Monday, 3 February 2014

1 Corinthians 4:1-7 – Sound estimation of leaders and self


Paul then urged the Corinthians to regard servants of Christ as custodians or guardians of the revealed truths of God following his discussion that everyone belonged to Christ. The emphasis is on the fact that the servants are people who act under instruction. They have no authority of their own. They are the channels through whom God disseminate His mysteries. The “mysteries of God” here is referring to the truth that God had revealed. These mysteries Paul spoke about cannot be discovered through human reasoning, it only comes through God’s divine initiative. Since servants of Christ are just custodians, the essential quality they must have is faithfulness. Personally, they must be trustworthy. As servants they must be faithful to the master; and as custodians of truth, they must be faithful to the content they disseminate. They must faithfully declare the integrity of the whole truth of God to the people without mixing it with their own speculations or human and worldly ideas.

Since ministers are stewards and custodians of the truth, they are accountable to the Lord, who had commissioned them. Hence Paul said that the one who alone had the right to judge him was the Lord and not the Corinthians, nor the world and not even himself. Furthermore, he was unconcerned about what opinions the Corinthians might have of him. That’s because he could not identify any area of unfaithfulness in his life. Yet he did not allow this to prove him guiltless because his final arbitrator is the Lord Himself.

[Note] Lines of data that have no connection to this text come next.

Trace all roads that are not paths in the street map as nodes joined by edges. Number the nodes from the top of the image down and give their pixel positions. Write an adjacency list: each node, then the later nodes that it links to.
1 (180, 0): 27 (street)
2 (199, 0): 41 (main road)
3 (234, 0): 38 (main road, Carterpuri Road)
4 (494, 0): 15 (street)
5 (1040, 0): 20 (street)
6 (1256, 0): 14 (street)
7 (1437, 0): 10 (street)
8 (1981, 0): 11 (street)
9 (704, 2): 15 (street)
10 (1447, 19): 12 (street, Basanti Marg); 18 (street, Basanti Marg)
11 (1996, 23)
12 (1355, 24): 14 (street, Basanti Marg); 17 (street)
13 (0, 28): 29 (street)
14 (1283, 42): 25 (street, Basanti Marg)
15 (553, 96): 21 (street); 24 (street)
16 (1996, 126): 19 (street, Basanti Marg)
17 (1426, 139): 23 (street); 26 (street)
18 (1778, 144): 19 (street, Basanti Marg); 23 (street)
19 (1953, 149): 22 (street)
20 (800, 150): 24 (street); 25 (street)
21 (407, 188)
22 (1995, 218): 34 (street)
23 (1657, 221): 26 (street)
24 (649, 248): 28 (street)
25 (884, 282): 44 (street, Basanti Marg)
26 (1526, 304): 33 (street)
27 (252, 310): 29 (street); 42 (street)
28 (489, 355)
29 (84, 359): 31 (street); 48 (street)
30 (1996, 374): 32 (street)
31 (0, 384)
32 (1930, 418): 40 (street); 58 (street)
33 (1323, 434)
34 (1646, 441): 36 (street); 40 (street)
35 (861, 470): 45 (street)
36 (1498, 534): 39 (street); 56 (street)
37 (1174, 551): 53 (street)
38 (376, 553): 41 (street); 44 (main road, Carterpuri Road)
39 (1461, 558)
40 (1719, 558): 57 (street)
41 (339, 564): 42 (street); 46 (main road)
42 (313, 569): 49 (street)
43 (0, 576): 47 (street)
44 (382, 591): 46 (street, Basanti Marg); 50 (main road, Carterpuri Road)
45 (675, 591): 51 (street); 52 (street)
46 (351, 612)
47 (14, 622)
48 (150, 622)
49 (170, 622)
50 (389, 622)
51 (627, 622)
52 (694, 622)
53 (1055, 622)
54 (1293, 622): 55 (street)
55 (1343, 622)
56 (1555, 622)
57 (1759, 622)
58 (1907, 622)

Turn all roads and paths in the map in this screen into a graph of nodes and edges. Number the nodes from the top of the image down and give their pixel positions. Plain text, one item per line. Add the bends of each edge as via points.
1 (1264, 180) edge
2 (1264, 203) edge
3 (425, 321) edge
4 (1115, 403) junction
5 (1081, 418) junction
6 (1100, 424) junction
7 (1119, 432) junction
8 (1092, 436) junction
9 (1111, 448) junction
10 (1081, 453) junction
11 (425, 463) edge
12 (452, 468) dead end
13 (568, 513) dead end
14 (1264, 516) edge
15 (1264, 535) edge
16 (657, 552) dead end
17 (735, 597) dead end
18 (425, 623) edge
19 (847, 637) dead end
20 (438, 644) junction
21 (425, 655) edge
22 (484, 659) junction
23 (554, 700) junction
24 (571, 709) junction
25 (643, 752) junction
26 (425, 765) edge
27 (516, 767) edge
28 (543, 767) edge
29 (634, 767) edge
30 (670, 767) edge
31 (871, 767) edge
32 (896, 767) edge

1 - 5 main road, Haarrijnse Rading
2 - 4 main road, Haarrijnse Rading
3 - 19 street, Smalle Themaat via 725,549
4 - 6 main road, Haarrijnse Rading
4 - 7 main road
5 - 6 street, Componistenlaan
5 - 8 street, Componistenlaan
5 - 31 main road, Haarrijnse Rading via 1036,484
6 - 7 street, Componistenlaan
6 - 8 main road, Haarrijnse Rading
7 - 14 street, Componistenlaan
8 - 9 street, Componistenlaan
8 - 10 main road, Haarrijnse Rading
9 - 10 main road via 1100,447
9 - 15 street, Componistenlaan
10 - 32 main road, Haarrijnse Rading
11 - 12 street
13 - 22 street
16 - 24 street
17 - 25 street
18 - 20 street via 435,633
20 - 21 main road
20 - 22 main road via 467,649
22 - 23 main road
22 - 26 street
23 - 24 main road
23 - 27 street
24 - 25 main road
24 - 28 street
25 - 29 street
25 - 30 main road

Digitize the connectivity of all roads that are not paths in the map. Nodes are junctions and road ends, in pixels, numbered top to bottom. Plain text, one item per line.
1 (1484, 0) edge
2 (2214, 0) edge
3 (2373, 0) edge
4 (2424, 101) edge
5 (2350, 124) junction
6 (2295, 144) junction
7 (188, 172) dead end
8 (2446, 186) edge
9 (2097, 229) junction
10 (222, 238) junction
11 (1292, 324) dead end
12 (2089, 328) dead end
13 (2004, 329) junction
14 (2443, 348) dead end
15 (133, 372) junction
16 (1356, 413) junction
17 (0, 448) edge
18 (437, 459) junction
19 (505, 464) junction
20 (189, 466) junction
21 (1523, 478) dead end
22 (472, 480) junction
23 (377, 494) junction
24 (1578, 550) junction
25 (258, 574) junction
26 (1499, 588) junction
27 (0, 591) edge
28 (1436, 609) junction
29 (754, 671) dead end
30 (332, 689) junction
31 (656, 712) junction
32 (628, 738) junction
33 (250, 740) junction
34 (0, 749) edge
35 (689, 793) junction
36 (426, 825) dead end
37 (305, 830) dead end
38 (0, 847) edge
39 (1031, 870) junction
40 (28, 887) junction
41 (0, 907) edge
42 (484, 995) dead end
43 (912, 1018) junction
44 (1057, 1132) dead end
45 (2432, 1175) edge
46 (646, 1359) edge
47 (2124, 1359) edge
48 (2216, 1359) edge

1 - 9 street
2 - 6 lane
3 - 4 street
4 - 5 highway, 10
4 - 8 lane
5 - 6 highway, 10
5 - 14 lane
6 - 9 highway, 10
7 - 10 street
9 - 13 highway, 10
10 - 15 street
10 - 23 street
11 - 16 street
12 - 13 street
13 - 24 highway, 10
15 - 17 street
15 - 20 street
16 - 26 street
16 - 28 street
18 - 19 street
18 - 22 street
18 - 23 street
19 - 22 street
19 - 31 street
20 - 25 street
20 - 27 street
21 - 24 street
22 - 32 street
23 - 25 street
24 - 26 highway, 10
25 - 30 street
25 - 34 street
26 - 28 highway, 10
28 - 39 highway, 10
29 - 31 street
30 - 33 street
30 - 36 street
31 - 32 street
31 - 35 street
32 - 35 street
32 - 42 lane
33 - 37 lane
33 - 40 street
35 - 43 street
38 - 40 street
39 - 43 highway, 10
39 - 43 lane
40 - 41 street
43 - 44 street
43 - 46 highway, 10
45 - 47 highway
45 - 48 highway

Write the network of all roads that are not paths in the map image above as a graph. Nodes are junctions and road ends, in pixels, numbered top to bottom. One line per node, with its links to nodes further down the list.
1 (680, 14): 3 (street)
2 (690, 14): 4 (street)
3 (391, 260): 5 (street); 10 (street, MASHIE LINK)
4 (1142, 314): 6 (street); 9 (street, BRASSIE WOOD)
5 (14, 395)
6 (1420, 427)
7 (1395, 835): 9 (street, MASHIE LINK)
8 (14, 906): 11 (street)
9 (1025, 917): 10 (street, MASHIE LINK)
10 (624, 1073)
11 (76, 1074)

Since God has the final authority, believers should also not pass judgment and assume what is rightly the Lord’s now. They should not presume on His decision but instead wait for His appearance. For when He returns he would shed light on what is hidden in darkness and expose the motives of the heart of men. Then He, God Himself, would praise those to whom praises are due. 

In verse 6 Paul said that the things he had said about the servants of God starting from 1 Corinthians 3:5, he had applied to himself and Apollos. In so doing, he was making his lessons concrete and not abstract, so that believers in Corinth could learn from both their examples.

He gave these teachings so that they would rightly estimate the leaders and not go beyond scriptural standard. Paul did this to assist them not to take pride and exalt one leader over another. Paul rounded up in verse 7 by dealing with self-arrogance and prideful thinking. He pointed out that no one had any basis to be proud, esteeming himself or herself better than others. Even if anyone is truly superior, it’s not the person’s own making. It was God who had made him so. Therefore to be self-inflated would be bothering on absurdity and being unchristian.

Pride often trips us up. It causes us to upside against one another. We need to deal with our pride and be careful not to upside one another. The point is this: we are all on the same side, running under the same banner of Christ. Let all leaders stay faithful in their role and everyone faithful in the race!